编者按: ISACA recently welcomed privacy expert 米歇尔Dennedy for an Ask Me Anything (AMA) session on ISACA’s 参与 platform 6-10 March. Dennedy是隐私Code的首席执行官, partner at Privatus Consulting 和 a member of ISACA’s Digital Trust Advisory Council. 她是 隐私工程师的宣言隐私工程师的伴侣. This AMA session led to a captivating community discussion of topics including the challenges 和 successes of privacy programs, predictions surrounding AI 和 how privacy affects 数字的信任. 请看下面这个帖子的亮点, 以及更多的见解和对话, 完整的线程 可以在这里找到. 参加下一届AMA会议, “I’m the Head of 治理 和 Trust at the World Economic Forum: Ask Me Anything!” with Daniel Dobrygowski, join the conversation on 参与 24-28 April 2023.

米歇尔·丹尼对隐私并不陌生. 有知识产权法的背景, Dennedy broke into privacy as in-house IP counsel to the CMO of Sun Microsystems. She has witnessed first-h和 how this practice area has evolved over time, 她说, 从实现的角度来看, one of the largest challenges is twofold: 1) policy, business 和 technical teams often speak different languages, 和 2) privacy is often considered a cost center rather than a core operating exigency.

“Jargon serves as cultural binding within our tribes to test who is ‘in the know’ or ‘gets it,不管我们是否意识到这种偏见,丹尼写道. “But deeper than being mindful of spelling out acronyms of explaining Latin phrasing or balance sheet requirements, we often give 和 receive requirements without the rigor needed to ensure execution throughout the soft systems that are required for success.”

隐私 is treated as an insurance-like task at the C-suite level, 所以人们, processes 和 nascent technologies in a highly complex 和 dynamic risk l和scape continue to lack proper funding. Dennedy believes that with people like the group on 参与, privacy professionals can do better with improved systems thinking 和 innovation.

“If you can frame initiatives in t和em with business objectives over time, privacy 和 governance programs have a much greater chance at long-term success 和 growth,丹尼写道.

当被问及最佳实践时, Dennedy has frequently observed that the success of a privacy program is personality-driven. Legal teams that want to publish policies but otherwise do not get involved with a particular business’s systems make it nearly impossible to translate 法律 requirements into the reality of operational work. Insecure CISOs or trust officers with combined duties may lean on their knowledge of information security 和 fail to underst和 the critical requirements for authorized data sharing or when statistical models of anonymity are best deployed versus individually identified, with a heavy emphasis on data shredding 和 deletion.
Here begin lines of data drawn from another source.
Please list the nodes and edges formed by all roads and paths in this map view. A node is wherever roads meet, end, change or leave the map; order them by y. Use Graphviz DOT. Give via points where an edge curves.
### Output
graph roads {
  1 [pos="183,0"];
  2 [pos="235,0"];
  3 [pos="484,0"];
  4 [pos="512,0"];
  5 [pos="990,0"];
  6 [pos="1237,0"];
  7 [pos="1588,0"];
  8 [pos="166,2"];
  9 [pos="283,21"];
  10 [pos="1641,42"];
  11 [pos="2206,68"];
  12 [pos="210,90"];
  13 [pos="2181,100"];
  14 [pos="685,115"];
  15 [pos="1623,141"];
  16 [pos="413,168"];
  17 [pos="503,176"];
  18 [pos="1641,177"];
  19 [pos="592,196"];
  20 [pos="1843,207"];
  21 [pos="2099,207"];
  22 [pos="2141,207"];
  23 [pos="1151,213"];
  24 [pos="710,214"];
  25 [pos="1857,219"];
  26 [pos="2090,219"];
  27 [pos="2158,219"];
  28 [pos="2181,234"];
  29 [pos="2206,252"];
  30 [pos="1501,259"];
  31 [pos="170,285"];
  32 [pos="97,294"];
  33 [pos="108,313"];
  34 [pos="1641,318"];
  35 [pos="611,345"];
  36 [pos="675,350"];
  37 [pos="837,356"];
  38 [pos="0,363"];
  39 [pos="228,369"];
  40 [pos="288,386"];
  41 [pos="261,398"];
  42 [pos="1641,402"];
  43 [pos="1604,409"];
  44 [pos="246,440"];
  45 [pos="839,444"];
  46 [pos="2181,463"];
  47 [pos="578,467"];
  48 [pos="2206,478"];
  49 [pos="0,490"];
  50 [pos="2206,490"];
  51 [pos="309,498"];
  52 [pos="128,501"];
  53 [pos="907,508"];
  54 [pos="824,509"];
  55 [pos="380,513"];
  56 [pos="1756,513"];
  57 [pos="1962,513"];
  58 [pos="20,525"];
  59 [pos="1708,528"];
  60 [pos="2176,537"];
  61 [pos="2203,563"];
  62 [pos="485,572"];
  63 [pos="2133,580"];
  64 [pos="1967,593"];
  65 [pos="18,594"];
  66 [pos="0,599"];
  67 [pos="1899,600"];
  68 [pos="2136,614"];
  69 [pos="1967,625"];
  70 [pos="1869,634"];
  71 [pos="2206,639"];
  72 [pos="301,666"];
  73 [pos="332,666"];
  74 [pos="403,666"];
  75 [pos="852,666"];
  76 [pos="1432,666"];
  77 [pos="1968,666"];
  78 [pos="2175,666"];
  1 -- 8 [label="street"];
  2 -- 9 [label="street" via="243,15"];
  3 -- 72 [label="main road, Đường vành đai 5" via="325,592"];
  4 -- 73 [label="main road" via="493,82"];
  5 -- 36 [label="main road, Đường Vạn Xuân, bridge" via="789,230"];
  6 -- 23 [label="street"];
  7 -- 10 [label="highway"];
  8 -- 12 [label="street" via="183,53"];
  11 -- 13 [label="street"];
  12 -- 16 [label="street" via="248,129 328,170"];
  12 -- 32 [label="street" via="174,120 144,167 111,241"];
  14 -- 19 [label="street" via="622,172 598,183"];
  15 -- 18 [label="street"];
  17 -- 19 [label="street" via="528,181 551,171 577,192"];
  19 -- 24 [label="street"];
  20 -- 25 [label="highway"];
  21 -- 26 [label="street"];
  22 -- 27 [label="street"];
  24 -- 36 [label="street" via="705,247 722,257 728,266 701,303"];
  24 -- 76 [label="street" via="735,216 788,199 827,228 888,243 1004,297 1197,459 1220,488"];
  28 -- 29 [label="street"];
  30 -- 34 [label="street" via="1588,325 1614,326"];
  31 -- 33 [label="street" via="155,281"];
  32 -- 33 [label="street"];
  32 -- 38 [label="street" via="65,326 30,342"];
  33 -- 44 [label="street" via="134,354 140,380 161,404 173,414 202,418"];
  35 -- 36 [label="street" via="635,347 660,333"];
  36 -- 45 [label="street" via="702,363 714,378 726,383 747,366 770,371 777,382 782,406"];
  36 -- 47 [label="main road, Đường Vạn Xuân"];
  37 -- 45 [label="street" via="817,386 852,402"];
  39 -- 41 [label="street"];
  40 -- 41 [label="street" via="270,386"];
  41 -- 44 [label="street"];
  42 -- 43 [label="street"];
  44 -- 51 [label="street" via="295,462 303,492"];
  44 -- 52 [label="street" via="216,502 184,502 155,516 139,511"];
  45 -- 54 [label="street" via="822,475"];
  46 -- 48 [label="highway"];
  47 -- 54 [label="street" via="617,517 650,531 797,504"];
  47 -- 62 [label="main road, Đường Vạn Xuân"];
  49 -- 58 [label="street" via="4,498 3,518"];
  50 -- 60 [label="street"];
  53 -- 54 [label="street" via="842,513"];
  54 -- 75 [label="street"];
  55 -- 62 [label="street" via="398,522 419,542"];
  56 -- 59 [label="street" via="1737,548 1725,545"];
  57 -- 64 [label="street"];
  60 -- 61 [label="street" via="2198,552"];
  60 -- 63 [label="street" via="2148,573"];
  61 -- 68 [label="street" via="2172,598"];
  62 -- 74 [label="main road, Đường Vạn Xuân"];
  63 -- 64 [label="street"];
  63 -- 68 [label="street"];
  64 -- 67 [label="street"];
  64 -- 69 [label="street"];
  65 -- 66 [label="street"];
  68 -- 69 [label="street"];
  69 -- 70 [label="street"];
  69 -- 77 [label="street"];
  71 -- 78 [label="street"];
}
Dennedy writes that the most prominent emerging trend is data governance 和 data quality practices teams that underst和 the business they function within, tied to privacy 和 security teams with engaged 和 active 法律 support. A framework can fit into this picture 和 work to its best advantage when the top-line data strategy is a best fit.

As the conversation evolves to consider the privacy implications of AI, Dennedy suggests that privacy engineering should contemplate both the original state of data 和 the future recombinant states. 隐私 tools should reflect risks that arise from this reality accordingly, 和 where encryption or “anonymizing” things fails, she argues that “ethics engineering” should be applied. This additional layer is meant to plan for unforeseen or inhumane practices, to be able to audit for evidence of their occurrence 和 respond with the appropriate, 纠正措施. For areas where technology offers a lack of precision, supplementary steps must be taken to ensure proper protection.

This conversation directly ties to the connections between privacy 和 数字的信任. Trust naturally follows where PII is processed according to moral, 道德, 法律, 可持续和可治理的原则. 正如丹尼所写, “我们的做法越明确, communication 和 behaviors [become] over time with respect to personal data, the more a person has a positive assumption that we are more likely to behave appropriately with respect to data.”